Kedua, ketakberpihakan. ketakberpihakan menjadi aspek krusial yang harus dimiliki oleh hakim konstitusi.
TPDI dan Avokat perekat Nusantara menilai, "Hakim konstitusi harus menunjukkan perilaku yang adil, baik di dalam maupun di luar pengadilan, guna menjaga dan meningkatkan kepercayaan masyarakat".
Sikap netral dan tidak berpihak pada pihak tertentu menjadi landasan untuk memastikan keadilan dalam setiap putusan yang diambil.
Ketiga, integritas. TPDI dan Advokat Perekat Nusantara juga menilai, integritas menjadi fondasi sikap batin hakim konstitusi. Mereka diharapkan mencerminkan keutuhan dan kesimbangan kepribadian baik sebagai individu maupun sebagai pejabat negara.
Kempat, kepantasan dan kesopanan. TPDI dan Advokat Perekat Nusantara mengatakan, kepantasan dan kesopanan menjadi nilai tambah yang harus dijunjung tinggi oleh hakim konstitusi.
Mereka harus menghindari perilaku dan citra yang tidak pantas dalam segala kegiatan, serta bersedia menerima pembatasan pribadi yang mungkin diperlukan demi martabat MK.

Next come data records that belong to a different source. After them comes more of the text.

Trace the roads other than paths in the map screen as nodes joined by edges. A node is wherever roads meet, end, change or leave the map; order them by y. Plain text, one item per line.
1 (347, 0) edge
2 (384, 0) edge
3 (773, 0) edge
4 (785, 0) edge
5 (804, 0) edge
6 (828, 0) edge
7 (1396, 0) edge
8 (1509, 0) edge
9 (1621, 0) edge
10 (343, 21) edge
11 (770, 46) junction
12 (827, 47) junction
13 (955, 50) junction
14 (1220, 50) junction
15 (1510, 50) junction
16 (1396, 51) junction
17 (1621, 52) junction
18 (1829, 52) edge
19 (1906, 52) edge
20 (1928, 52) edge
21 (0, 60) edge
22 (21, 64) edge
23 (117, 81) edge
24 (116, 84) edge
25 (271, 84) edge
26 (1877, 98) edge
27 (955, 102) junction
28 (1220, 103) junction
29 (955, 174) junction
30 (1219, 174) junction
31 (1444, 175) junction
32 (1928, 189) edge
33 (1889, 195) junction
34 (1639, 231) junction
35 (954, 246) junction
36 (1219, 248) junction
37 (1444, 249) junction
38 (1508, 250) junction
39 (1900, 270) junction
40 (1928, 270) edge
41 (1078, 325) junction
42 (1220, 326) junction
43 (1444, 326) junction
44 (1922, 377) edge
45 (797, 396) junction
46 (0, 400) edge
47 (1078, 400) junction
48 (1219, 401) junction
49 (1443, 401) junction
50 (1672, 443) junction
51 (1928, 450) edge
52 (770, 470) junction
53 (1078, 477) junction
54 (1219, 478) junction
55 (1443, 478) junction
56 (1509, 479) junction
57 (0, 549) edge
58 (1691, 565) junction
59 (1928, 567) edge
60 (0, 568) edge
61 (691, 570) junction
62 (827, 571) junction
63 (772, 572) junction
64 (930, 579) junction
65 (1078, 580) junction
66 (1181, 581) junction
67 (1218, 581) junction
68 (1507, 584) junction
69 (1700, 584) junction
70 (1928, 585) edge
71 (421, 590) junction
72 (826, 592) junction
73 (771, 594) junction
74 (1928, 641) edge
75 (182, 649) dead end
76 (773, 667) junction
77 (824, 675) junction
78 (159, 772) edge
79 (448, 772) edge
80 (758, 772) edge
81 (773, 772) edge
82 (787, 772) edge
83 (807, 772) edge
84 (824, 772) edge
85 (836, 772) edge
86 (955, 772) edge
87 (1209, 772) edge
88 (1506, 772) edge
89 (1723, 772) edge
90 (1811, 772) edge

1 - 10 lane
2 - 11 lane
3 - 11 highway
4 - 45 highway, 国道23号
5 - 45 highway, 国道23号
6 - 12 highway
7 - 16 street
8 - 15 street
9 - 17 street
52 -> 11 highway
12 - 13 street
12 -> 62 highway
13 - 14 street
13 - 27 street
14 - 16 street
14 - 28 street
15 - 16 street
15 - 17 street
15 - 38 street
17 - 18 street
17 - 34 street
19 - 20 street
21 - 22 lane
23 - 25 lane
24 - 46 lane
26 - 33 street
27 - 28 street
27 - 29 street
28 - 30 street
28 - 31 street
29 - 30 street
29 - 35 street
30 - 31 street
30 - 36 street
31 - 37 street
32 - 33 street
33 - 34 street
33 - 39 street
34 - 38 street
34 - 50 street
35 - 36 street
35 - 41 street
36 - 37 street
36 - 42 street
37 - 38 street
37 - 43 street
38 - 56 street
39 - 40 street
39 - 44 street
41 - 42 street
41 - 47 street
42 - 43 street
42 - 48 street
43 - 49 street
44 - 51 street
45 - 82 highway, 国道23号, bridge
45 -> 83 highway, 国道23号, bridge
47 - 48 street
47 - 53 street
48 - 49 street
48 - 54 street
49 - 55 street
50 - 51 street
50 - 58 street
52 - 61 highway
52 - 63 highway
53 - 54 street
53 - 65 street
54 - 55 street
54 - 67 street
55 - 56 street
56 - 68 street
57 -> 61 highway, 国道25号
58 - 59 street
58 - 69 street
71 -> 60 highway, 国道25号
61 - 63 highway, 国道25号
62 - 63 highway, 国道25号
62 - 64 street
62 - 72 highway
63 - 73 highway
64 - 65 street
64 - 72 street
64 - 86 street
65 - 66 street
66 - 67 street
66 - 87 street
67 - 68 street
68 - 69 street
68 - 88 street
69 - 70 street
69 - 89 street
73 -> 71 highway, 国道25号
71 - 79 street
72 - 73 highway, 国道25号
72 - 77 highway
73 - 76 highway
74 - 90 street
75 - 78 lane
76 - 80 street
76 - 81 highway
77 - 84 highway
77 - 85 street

Kelima, Kesetaraan. TPDI dan Advokat Perekat Nusantara menekankan kesetaraan menjadi landasan perilaku hakim konstitusi. Mereka diharapkan menjamin perlakuan yang sama terhadap semua individu berdasarkan kemanusiaan yang adil dan beradab.
Mereka meyakini, "prinsip ini bertujuan untuk memastikan bahwa setiap warga negara memiliki hak yang sama di mata hukum, tanpa memandang latar belakang atau status sosial".